I’d publish the build log but it’s got sooooo much personal info it in so fuck off

Goal: USB-powered, WiFi NDI broadcaster at 1280x720 @ 15–30fps. Physically tiny, single USB charger into the wall.

Existing NUC setup documented at log - target cam nuc — the software stack is identical, just compiled for ARM instead of x86_64.


Pi Options

Pi Zero 2W — Smallest possible

  • Quad-core Cortex-A53 @ 1GHz, 512MB RAM
  • Power: micro USB (PWR IN port) — any USB charger works, draws ~1.5–2W under load
  • Webcam: USB OTG adapter into the second micro USB port
  • WiFi: built-in
  • Size: credit card, genuinely tiny
  • Concern: 1GHz is tight for 720p @ 30fps NDI. Likely fine at 15fps, worth testing at 30fps — the YUYV→UYVY byte swap is cheap but NDI has overhead
  • Cost: ~$20 AUD

Pi 3B+ — Middle ground

  • Quad-core Cortex-A53 @ 1.4GHz, 1GB RAM
  • Power: micro USB, draws ~2–3W — needs a decent charger (2.5A+)
  • Webcam: full-size USB-A port, no adapter needed
  • WiFi: built-in
  • 720p @ 30fps: should handle it comfortably
  • Cost: ~$50–60 AUD (harder to find new)

Pi 4 (2GB) — Safe bet

  • Quad-core Cortex-A72 @ 1.8GHz, 2GB RAM
  • Power: USB-C, draws ~3–4W — needs a 5V/3A USB-C charger
  • Webcam: full-size USB-A port
  • WiFi: built-in
  • 720p @ 30fps: no issues, headroom to spare
  • Cost: ~$60–80 AUD

Recommendation

Start with Pi Zero 2W if you want the smallest possible footprint — test at 15fps first, try 30fps and see. If it struggles, Pi 4 is the reliable fallback.

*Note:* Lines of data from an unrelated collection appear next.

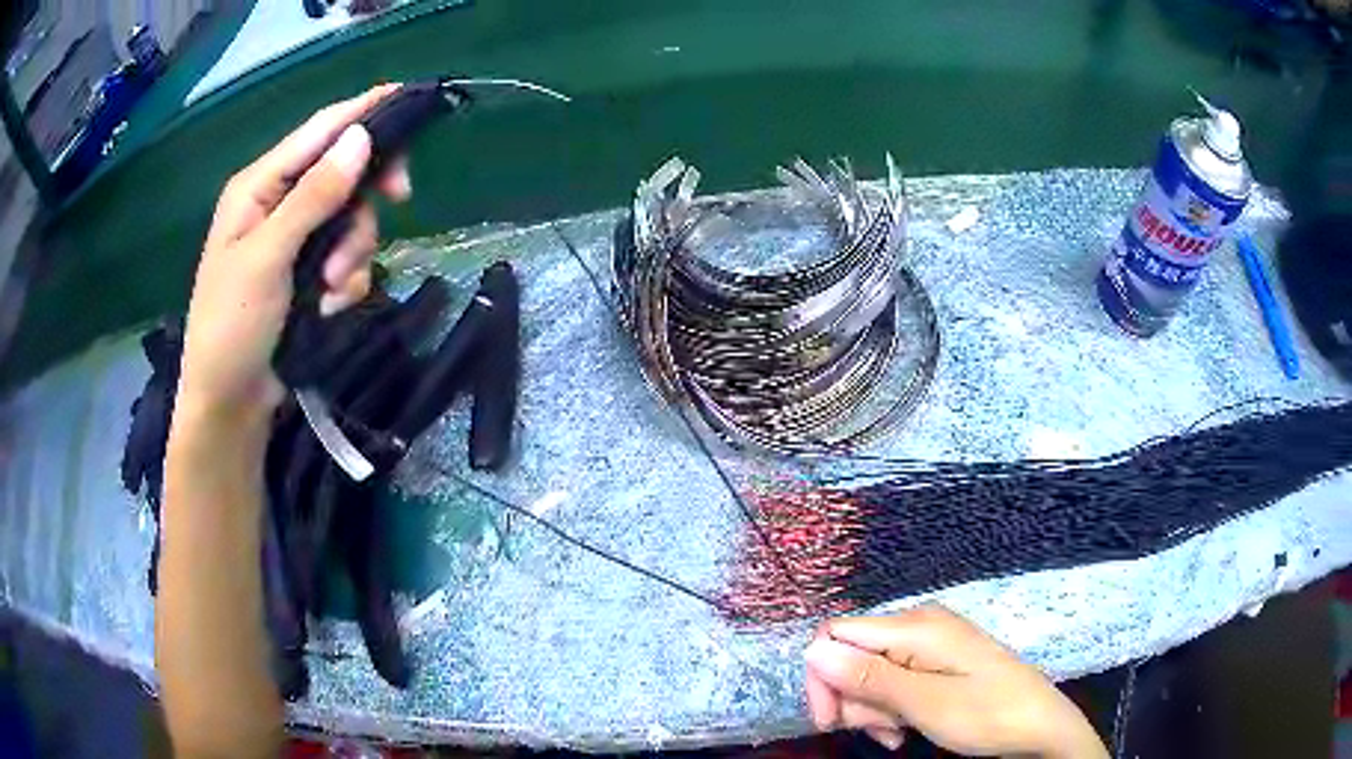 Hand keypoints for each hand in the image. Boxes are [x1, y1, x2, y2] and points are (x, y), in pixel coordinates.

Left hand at [178, 84, 411, 418]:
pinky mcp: (307, 274)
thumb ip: (312, 197)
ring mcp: (294, 241)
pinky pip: (348, 259)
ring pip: (352, 221)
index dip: (363, 112)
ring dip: (354, 254)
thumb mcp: (268, 257)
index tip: (410, 99)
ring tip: (332, 291)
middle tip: (400, 201)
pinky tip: (329, 308)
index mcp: (259, 187)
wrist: (229, 402)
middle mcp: (278, 204)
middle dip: (364, 201)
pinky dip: (348, 283)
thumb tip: (359, 138)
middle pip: (344, 174)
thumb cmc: (231, 325)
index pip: (319, 132)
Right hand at [804, 605, 1106, 758]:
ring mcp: (929, 644)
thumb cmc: (986, 713)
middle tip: (880, 730)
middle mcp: (918, 625)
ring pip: (869, 674)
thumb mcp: (924, 703)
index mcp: (915, 626)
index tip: (829, 721)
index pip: (835, 635)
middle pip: (851, 655)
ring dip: (872, 710)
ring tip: (898, 733)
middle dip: (853, 700)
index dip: (821, 677)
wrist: (1039, 724)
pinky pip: (894, 681)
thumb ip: (869, 676)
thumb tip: (812, 650)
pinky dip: (889, 709)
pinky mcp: (937, 662)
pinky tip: (903, 731)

For the power setup on Zero 2W:

  • USB charger → PWR IN (left micro USB port)
  • Webcam → micro USB OTG adapter → USB port (right micro USB port)
  • One cable in the wall, one cable to the webcam, done

Setup — Same as NUC, ARM Version

OS: Raspberry Pi OS Lite (64-bit) — headless, no desktop needed. Configure WiFi during flash via Raspberry Pi Imager (Advanced Options).

1. Install build tools

sudo apt update && sudo apt install -y curl gcc make v4l-utils

2. Install NDI SDK (ARM64)

wget https://downloads.ndi.tv/SDK/NDI_SDK_Linux/Install_NDI_SDK_v6_Linux.tar.gz -O /tmp/ndi-sdk.tar.gz
cd /tmp && tar -xzf ndi-sdk.tar.gz
yes | PAGER=cat sh /tmp/Install_NDI_SDK_v6_Linux.sh
 
# ARM64 — note aarch64 instead of x86_64
sudo cp -P ~/NDI\ SDK\ for\ Linux/lib/aarch64-linux-gnu/* /usr/local/lib/
sudo cp ~/NDI\ SDK\ for\ Linux/include/* /usr/local/include/
sudo ldconfig
sudo ln -sf /usr/local/lib/libndi.so.6 /usr/local/lib/libndi.so.5

3. Compile ndi-webcam

Same C source as the NUC (see log - target cam nuc). Change NDI_NAME at the top to something like "Pi Target Cam".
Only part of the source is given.